Work order ▸ When the string "TORRES" occurs in a line of the records, show that line.

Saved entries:
################

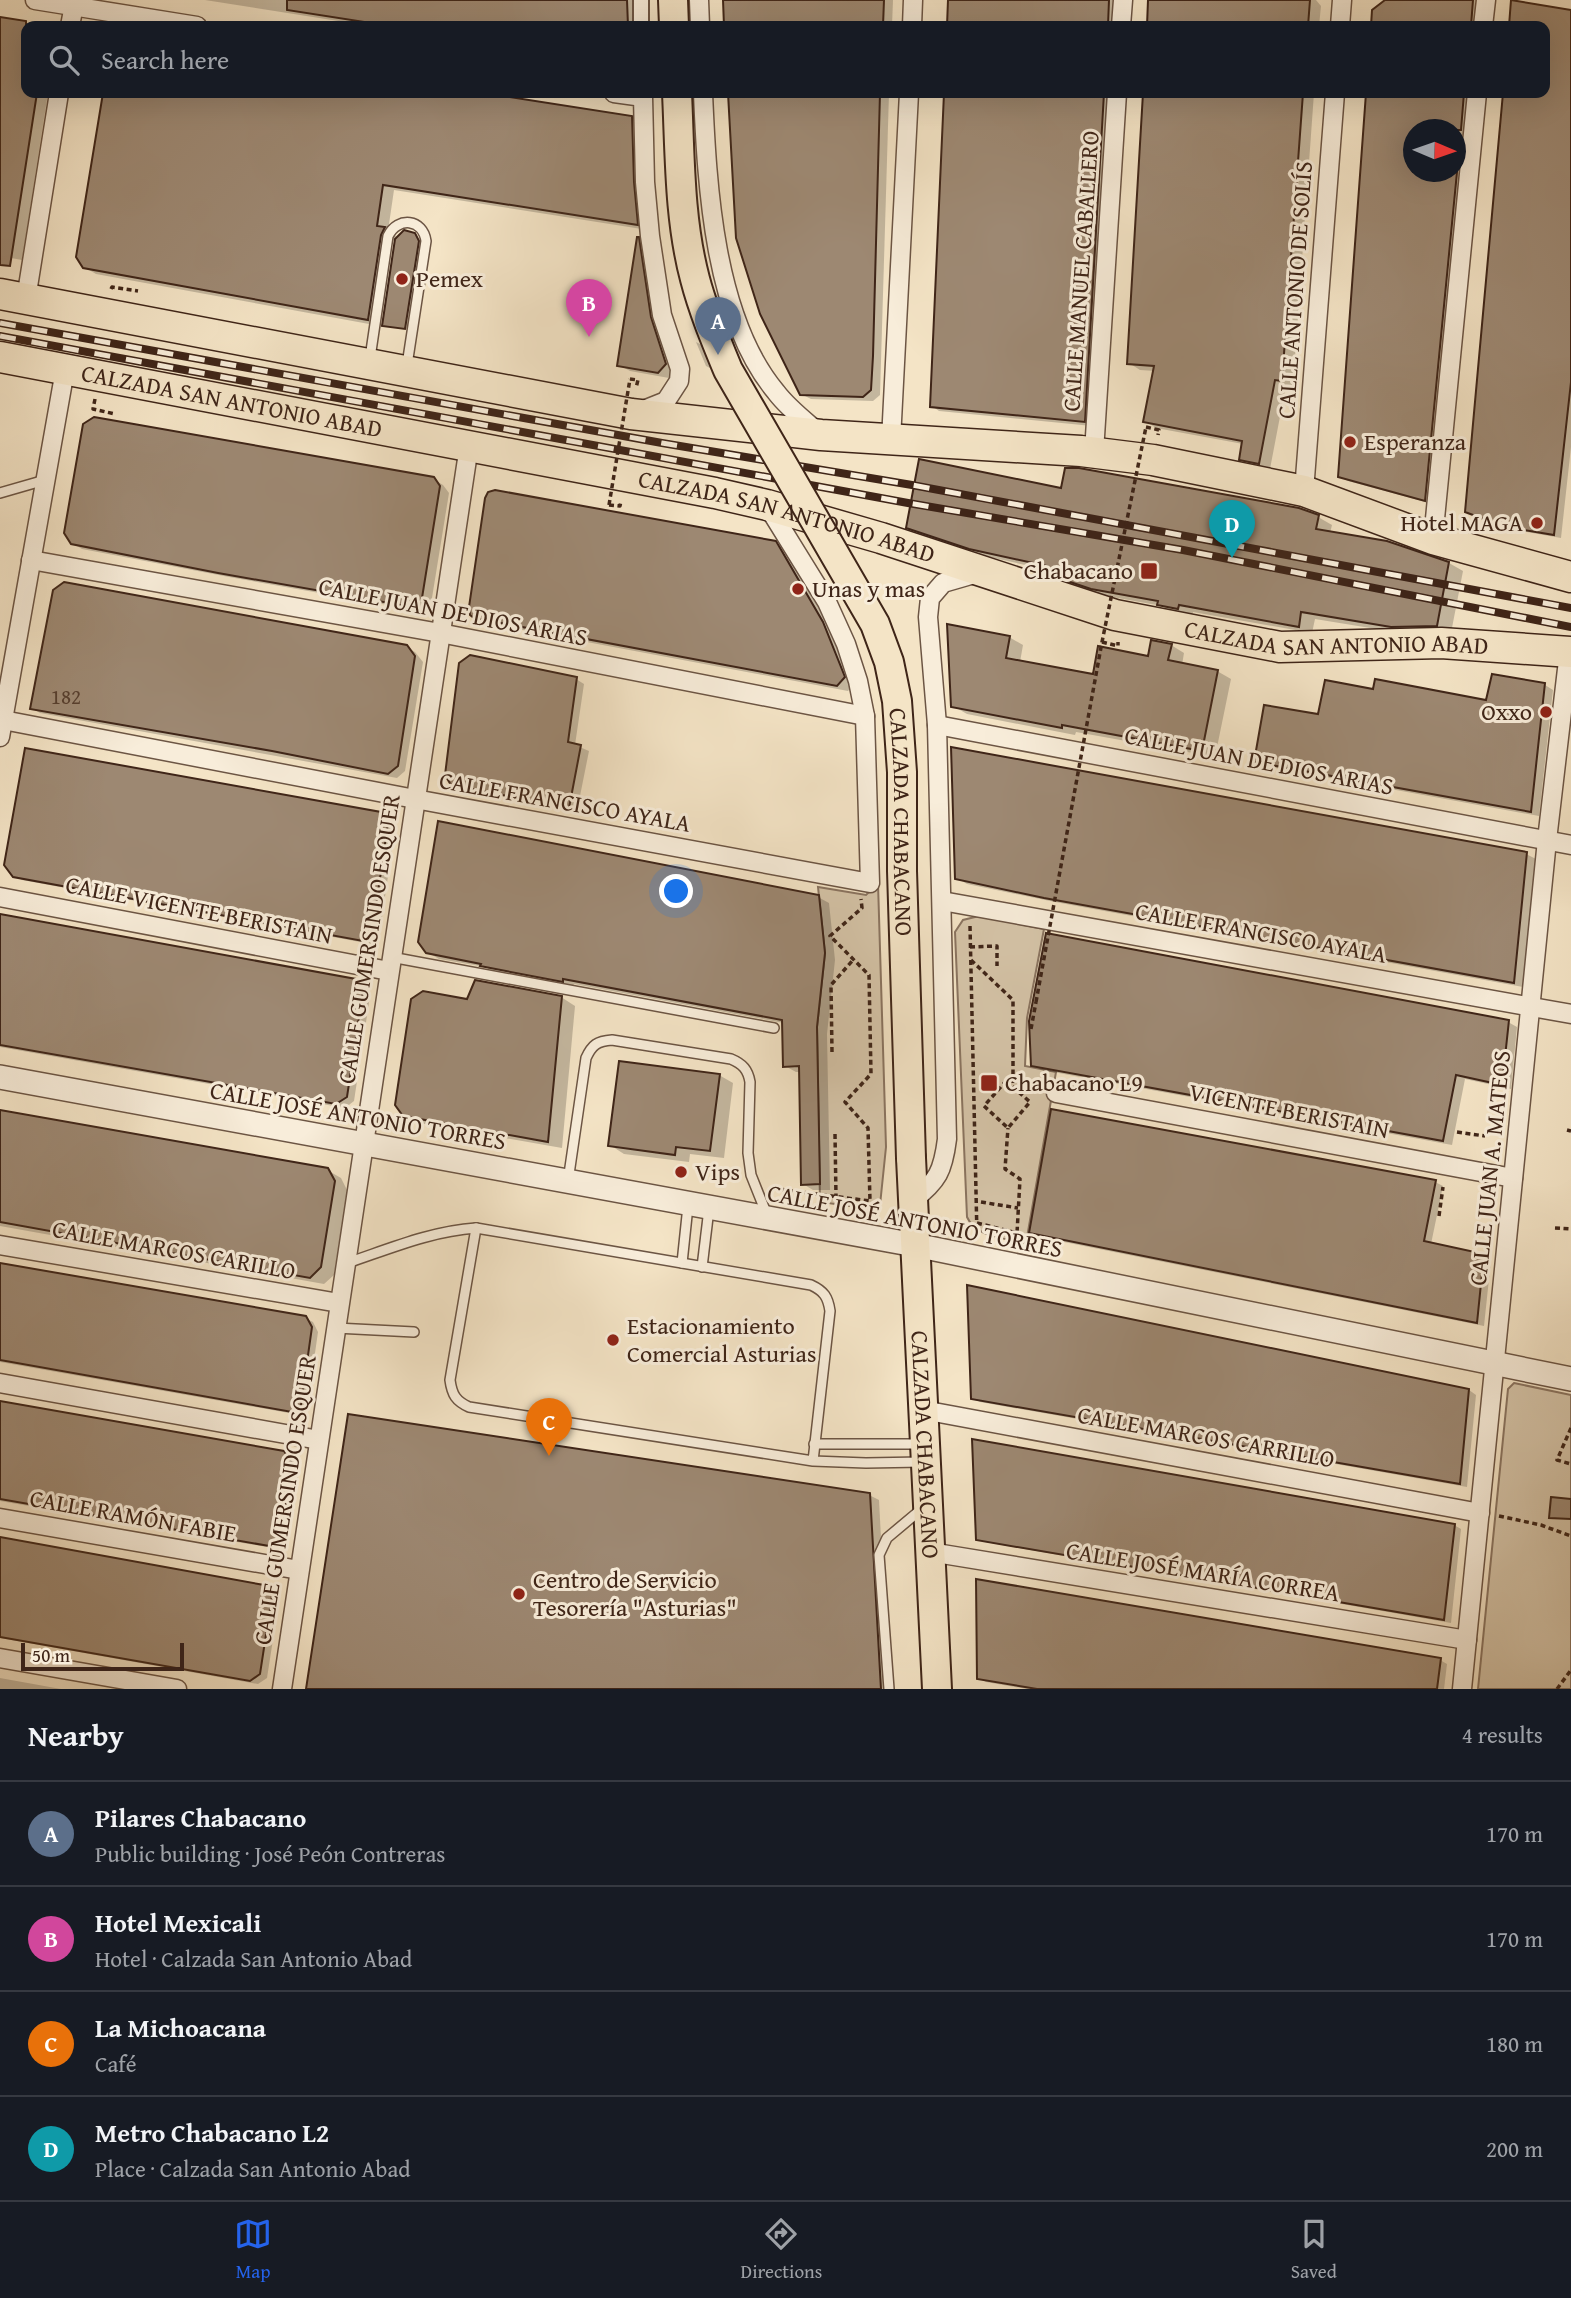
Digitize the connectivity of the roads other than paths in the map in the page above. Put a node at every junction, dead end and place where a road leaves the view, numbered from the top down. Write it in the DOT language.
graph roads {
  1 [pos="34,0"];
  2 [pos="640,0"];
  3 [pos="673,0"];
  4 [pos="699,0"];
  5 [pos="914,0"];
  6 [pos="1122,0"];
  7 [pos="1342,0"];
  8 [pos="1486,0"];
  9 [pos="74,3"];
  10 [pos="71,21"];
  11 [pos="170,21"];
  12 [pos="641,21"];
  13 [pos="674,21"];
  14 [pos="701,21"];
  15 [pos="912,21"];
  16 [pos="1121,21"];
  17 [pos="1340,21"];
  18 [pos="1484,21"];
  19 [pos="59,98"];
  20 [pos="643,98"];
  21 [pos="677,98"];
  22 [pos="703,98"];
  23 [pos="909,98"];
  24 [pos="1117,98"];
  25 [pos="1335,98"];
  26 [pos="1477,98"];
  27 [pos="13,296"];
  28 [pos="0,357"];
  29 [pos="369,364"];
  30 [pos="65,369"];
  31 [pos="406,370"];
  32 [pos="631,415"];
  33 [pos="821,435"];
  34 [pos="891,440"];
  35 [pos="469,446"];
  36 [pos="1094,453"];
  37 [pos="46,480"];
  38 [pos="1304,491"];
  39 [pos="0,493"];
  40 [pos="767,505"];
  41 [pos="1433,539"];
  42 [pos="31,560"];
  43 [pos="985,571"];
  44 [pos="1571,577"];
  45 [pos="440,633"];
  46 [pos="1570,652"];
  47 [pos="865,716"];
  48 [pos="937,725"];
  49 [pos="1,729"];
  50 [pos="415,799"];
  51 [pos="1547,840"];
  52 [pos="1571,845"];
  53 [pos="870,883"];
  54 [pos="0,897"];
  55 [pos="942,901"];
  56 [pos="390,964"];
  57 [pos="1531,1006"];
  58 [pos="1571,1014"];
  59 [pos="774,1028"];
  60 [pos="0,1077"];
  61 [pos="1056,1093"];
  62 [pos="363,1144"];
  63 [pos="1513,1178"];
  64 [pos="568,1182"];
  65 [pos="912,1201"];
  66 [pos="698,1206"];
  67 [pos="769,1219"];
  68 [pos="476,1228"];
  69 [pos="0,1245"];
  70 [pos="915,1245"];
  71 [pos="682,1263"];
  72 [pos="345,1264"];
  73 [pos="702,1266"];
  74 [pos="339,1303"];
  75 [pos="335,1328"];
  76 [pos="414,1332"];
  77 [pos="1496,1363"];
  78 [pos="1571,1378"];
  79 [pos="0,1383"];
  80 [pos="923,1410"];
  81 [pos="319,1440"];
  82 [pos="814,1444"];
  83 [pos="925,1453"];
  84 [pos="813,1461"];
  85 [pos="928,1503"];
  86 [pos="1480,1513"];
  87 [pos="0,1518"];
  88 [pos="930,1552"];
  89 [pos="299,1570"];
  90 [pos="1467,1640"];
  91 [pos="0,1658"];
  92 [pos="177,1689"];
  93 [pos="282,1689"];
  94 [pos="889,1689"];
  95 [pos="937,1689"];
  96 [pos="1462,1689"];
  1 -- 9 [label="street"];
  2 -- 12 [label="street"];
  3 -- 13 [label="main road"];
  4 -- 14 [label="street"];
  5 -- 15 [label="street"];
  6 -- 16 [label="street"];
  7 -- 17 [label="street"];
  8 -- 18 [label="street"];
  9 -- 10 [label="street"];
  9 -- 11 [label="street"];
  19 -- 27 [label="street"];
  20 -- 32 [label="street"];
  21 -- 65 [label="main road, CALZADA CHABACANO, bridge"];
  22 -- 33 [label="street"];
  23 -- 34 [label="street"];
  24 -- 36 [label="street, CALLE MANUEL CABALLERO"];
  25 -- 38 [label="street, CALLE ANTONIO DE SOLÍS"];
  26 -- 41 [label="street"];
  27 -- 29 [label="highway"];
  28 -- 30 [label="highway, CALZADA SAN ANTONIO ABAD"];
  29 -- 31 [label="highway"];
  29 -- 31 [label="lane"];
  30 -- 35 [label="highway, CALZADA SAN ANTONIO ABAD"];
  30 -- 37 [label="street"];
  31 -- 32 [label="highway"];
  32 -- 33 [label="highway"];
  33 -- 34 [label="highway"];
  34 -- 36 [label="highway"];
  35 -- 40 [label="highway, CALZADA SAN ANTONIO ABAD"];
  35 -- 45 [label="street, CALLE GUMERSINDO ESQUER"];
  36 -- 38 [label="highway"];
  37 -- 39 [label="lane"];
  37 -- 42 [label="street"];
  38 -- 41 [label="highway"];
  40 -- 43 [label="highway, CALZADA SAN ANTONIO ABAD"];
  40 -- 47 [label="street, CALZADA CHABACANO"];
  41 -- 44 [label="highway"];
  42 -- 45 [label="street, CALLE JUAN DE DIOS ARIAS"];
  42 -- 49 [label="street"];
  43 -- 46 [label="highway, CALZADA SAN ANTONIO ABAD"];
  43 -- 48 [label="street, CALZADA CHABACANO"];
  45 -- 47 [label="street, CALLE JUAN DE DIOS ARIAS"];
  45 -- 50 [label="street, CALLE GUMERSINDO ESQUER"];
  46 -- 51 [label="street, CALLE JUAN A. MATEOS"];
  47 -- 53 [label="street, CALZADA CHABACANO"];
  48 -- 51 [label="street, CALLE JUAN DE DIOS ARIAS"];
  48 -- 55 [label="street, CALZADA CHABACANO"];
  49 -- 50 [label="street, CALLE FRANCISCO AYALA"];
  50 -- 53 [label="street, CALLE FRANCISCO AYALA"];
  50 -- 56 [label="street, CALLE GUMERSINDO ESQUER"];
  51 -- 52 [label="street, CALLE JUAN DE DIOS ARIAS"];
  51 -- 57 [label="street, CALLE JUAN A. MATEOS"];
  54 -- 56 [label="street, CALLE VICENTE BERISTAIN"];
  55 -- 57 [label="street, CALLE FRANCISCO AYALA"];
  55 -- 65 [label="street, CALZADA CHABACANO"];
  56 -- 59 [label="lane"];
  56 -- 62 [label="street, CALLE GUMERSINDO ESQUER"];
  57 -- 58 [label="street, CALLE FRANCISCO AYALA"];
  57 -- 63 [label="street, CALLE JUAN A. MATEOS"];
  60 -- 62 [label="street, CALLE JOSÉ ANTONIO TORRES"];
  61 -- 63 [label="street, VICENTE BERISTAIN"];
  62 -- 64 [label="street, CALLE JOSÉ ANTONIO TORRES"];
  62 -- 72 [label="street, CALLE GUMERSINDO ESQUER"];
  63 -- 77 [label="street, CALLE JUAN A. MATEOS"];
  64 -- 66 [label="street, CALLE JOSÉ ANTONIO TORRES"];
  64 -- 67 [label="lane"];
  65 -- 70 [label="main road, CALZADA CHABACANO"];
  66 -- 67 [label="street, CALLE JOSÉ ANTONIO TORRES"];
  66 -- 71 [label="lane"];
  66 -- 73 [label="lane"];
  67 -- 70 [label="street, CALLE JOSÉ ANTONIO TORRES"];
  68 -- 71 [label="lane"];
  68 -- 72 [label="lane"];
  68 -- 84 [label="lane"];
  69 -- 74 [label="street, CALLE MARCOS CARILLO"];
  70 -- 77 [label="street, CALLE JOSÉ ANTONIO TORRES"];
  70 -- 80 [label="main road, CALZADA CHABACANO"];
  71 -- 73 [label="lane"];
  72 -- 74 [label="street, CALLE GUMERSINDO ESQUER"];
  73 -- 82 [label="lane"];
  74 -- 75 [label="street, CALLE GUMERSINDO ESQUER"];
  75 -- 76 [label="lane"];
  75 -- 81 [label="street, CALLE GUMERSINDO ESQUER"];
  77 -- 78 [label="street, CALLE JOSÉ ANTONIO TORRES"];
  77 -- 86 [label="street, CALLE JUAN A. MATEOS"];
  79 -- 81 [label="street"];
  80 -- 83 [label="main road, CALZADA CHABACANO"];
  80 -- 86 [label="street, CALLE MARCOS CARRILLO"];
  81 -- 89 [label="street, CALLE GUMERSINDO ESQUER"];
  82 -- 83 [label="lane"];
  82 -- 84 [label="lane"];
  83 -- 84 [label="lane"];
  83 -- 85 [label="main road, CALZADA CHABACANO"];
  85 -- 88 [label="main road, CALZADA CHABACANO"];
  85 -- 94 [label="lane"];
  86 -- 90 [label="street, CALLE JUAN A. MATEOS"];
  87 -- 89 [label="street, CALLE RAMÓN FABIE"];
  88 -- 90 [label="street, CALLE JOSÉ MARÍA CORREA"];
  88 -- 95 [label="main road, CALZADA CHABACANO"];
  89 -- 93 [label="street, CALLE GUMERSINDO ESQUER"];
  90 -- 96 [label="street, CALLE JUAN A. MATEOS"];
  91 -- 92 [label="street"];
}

################

Expected answer ▸
  60 -- 62 [label="street, CALLE JOSÉ ANTONIO TORRES"];
  62 -- 64 [label="street, CALLE JOSÉ ANTONIO TORRES"];
  64 -- 66 [label="street, CALLE JOSÉ ANTONIO TORRES"];
  66 -- 67 [label="street, CALLE JOSÉ ANTONIO TORRES"];
  67 -- 70 [label="street, CALLE JOSÉ ANTONIO TORRES"];
  70 -- 77 [label="street, CALLE JOSÉ ANTONIO TORRES"];
  77 -- 78 [label="street, CALLE JOSÉ ANTONIO TORRES"];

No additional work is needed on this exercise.